I have a list in Python 2.7 of about 10000 point co-ordinates, like
[(168, 245), (59, 52), (61, 250), ... (205, 69), (185, 75)]
Is there a faster way to search for all the points in a bounding box, instead of just iterating over the entire list each time and checking if the co-ord is inside the 4 sides??
I’m using this “algoritm” to see if any point, which is randomly moving, has come inside the stationary bounding box..(if it helps)
10
If the points are constantly moving, then it’s impossible to do better than O(n)
, because you have to check each point every time it moves. You have some code somewhere that moves the points, just add the bounds check into that code. Keeping a list sorted, or updating a quadtree or something would only be more efficient if the point positions were not changing frequently and instead you were checking several different bounding boxes, like searching for points on a map, for example.
If the points are moving according to a preset pattern, like in a straight line at a constant velocity, then you can change your algorithm to only do the bounds check when the direction or speed is changed. For example, if you are moving one pixel per second, and the bounding box is 10 pixels away, you know you don’t have to check that point for another 10 seconds. 100 points is a pretty small number though, and at that small of a scale, the overhead from the extra complexity may not outweigh the extra iterations of the simpler algorithm.
Also, that small of a scale makes me wonder if you’re sure the bounds checking is your bottleneck. A modern computer should be easily able to bounds check 100 points in under 10 microseconds. Have you actually measured it?
2
If possible I’d use a different data structure, one that is designed for spatial indexing. e.g. a quadtree (there are many others though)

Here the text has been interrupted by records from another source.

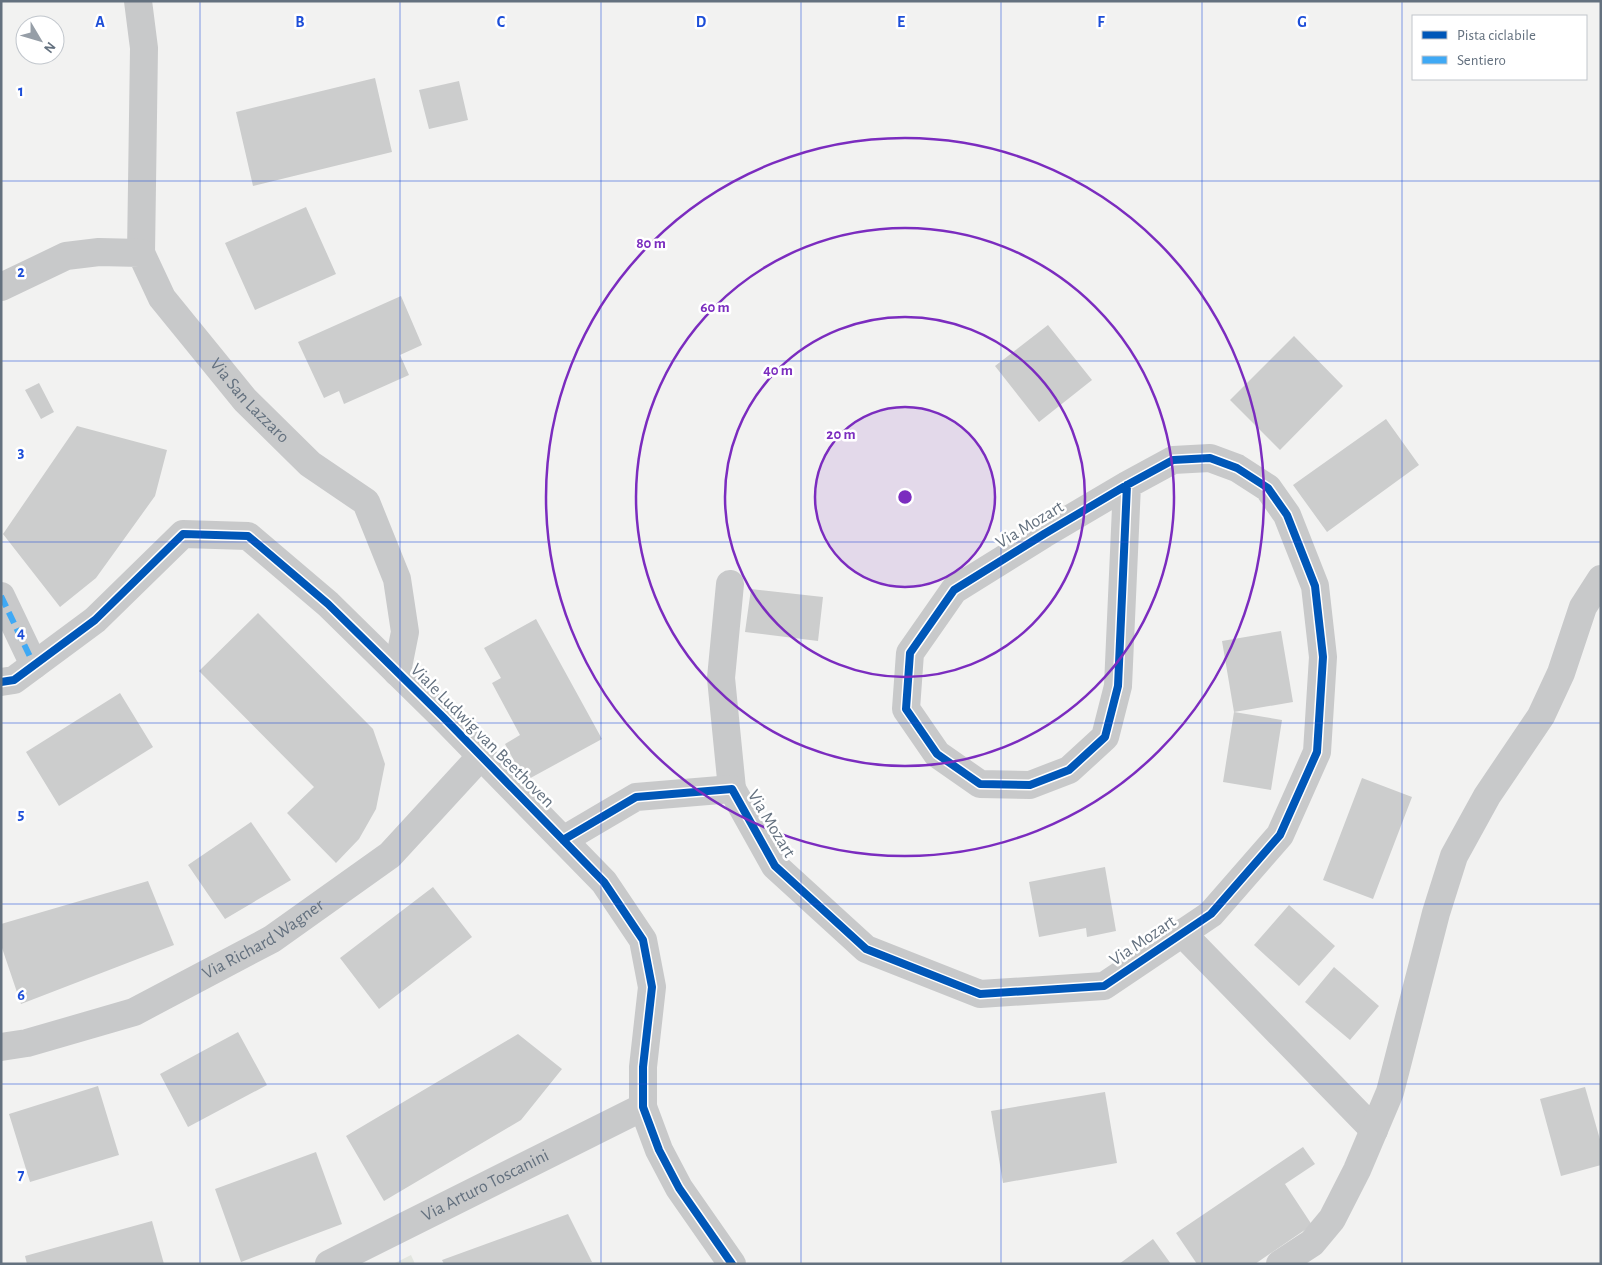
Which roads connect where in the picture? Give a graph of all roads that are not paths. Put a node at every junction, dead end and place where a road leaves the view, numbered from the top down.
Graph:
1 (138, 1) edge
2 (141, 253) junction
3 (1, 287) edge
4 (1127, 484) junction
5 (1601, 578) edge
6 (730, 584) dead end
7 (1, 596) edge
8 (34, 665) junction
9 (397, 672) junction
10 (1, 682) edge
11 (481, 756) junction
12 (732, 788) junction
13 (563, 840) junction
14 (1182, 933) junction
15 (1, 1047) edge
16 (643, 1107) junction
17 (1374, 1130) junction
18 (329, 1264) edge
19 (732, 1264) edge
20 (1280, 1264) edge

1 - 2 street
2 - 3 street
2 - 9 street, Via San Lazzaro
4 - 4 street, Via Mozart
4 - 14 street, Via Mozart
5 - 17 street
6 - 12 street, Via Mozart
7 - 8 street
8 - 9 street, Viale Ludwig van Beethoven
8 - 10 street, Viale Ludwig van Beethoven
9 - 11 street, Viale Ludwig van Beethoven
11 - 13 street, Viale Ludwig van Beethoven
11 - 15 street, Via Richard Wagner
12 - 13 street, Via Mozart
12 - 14 street, Via Mozart
13 - 16 street, Viale Ludwig van Beethoven
14 - 17 street, Via Mozart
16 - 18 street, Via Arturo Toscanini
16 - 19 street, Viale Ludwig van Beethoven
17 - 20 street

This should allow (assuming non-degenerate data) to find a closest point in typicaly O(log n) comparisons. You could also use a spatial DB to do this for you .
edit: quadtrees really help when your points are (relatively) static to your search box, your edit suggests you have the opposite problem in which case you may not be able to do better than O(n) i.e. you probably dont want to construct a quadtree every time the points move unless you are going to be checking many bounding boxes for each move
5
As stated by you, there is no way of being faster than O(n). Every point in the list might be a hit, so you have to scan the entire list.
It would be possible to arrange the list such that you can terminate the search early if you can prove that none of the following points will be in the desired bounding box. For instance, by sorting the point by their X coordinates, you can stop searching when the value becomes higher than your upper boundary. Depending on what kind of point lists you get, other schemes may be more efficient.
3
What does “constantly moving” mean?
For example, if these points represent particles moving with a constant velocity and only affected by hard-sphere collision with other particles and with the wall, then it’s possible to compute the time to intersection of each particle with the bounding box, and the compute the time for next collision. The time for next intersection can be kept in a priority queue, and when an intersection or collision occurs, you need only compute, in O(n) time, the next intersection of that particle/those particles with every other particle.
The mechanics of this are outlined in http://introcs.cs.princeton.edu/java/assignments/collisions.html , and summarized by Karl Bielefeldt earlier.
If the movement is random, but the changes are small and bounded then there’s an upper limit on how far things can move. Use that as a bound. For example, if the max speed is 0.1 units per evaluation and your bounding box is the cell (10,10)-(11,11) then you can easily determine the particles within, say, 10 units of that cell, and know that there’s no way any other particle can reach that cell for 100 evaluations.
If the coordinates change drastically each and every time, then the O(n) linear search is the best solution because any data structure (quadtree, hash grid, etc) takes at least O(n) time to set up, if only because it needs to visit each point.
2